The US Central Bank: A Practical Hypothesis Of Inflation

Published by EUCC-RIID on April 7, 2022

Dr. Christophe UBIN-NURY de Malicone

Doctor, DES, MBA, senior manager of international banking and financial services, specializing in investment and economic development consulting. Financial consultant experts; aRS is a U.S. government agency and a member of the Center for International Law Studies, CEDIN.

The US Central Bank: A Practical Hypothesis of Inflation

After the global financial and economic crisis in 2007-2012, countries issued a large number of public debts. This situation has also worsened recently in the 2020 crisis after the devastating impact of novel coronavirus pneumonia.

Therefore, according to the International Monetary Fund(IMF), the global public debt ratio jumped to 99% of global GDP, a record high. At the beginning of 2022, the outstanding debt of the United States is equivalent to 133% of the current GDP, while the outstanding debt of the EU is close to 97.7%. The debt growth rate of industrialized countries is particularly high, with the proportion of public debt in GDP rising from about 70% in 2007 to 124% in 2020.

So far, low interest rates have made it easy to refinance public debt, support businesses and households and, more broadly, restore overall economic growth. But central banks will trigger interest rate hikes in 2022 to deal with rapid inflation. This has increased the cost of national loans, but despite this, these countries continue to spend heavily to support their economies.

From the perspective of economic research, inflation can also help a country reduce its debt. Affected by inflation, Madeira’s purchasing power will decline. Because the price of the things we buy with it goes up. The tax increases logically, because the amount charged in the high value-added tax or the high salary issued by the state and the high income tax on bonds lose more value over time during the inflation period.
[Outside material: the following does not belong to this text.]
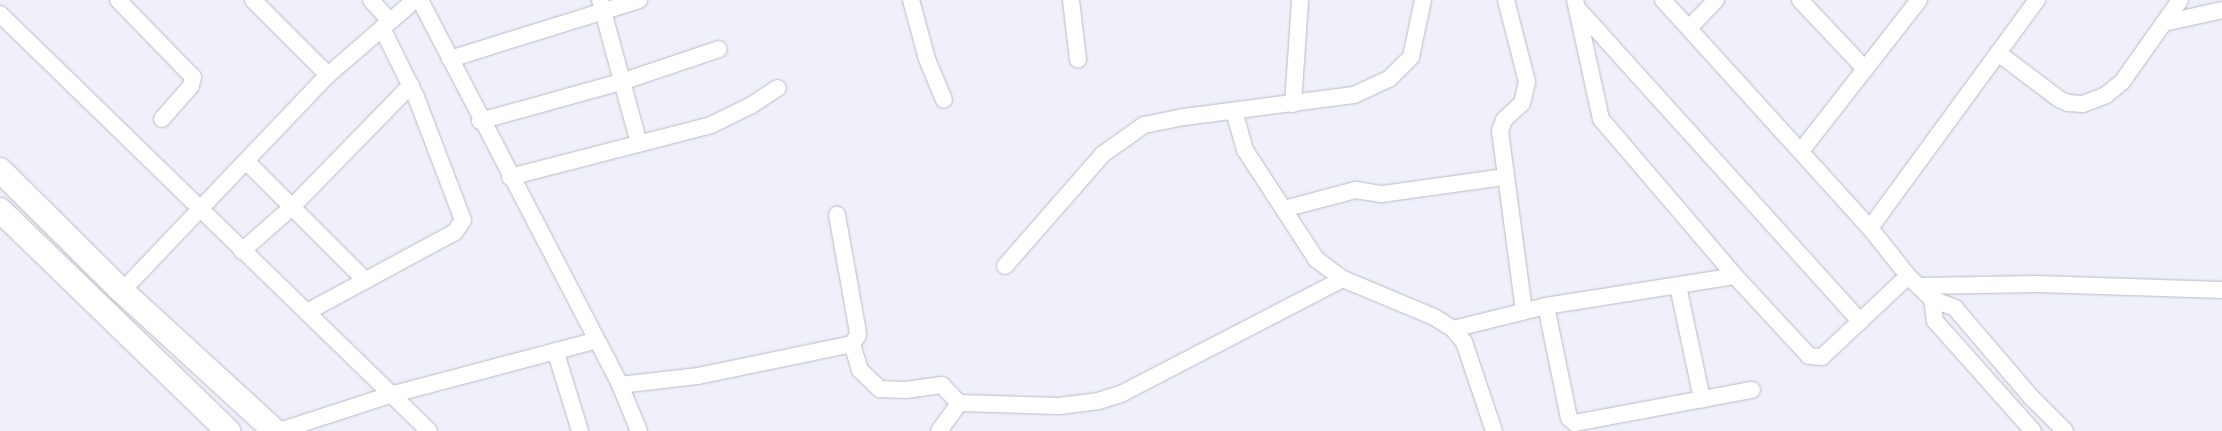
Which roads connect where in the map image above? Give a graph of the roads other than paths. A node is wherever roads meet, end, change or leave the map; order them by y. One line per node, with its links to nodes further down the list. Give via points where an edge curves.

Therefore, inflation will reduce the actual weight of debt, because the future cash value is lower than the current cash.

Therefore, in the actual environment of debt situation, countries can really see the benefits of loose monetary policy. This will certainly lead to higher inflation levels than currently authorized by the Bank of America. Rising prices will erode the real value of public debt and make it easier for public finance to bear. This will help promote growth and thus reduce the debt burden on GDP.

It is understandable that the US Central Bank sometimes gives the impression of abandoning the current price stability target, including an inflation rate close to 2%. However, according to historical data in the past, in some periods(especially in the 1980s, the US inflation rate exceeded 14%), although the inflation level was much higher. Its impact on the population has not prevented the United States or the world from experiencing the largest economic expansion. In fact, since 1960, in the early stage of world economic globalization, the average unemployment rate of the United States was about 3.8%. There is no doubt that events after this period have not only changed the American economy, but also changed the speed and shape of global mutation. Vulgarization.

Therefore, we believe that the Federal Republic of the United States should adopt new mandates to include “new mandates”; the inflation target is around 3.5%. In this process, the US Central Bank will indeed consider the recent comprehensive historical average level. In addition, in the context of the rapid development of the global economy, the standard has been completely changed since the second half of the 20th century, and finally the beneficial impact of controlling inflation is taken into account.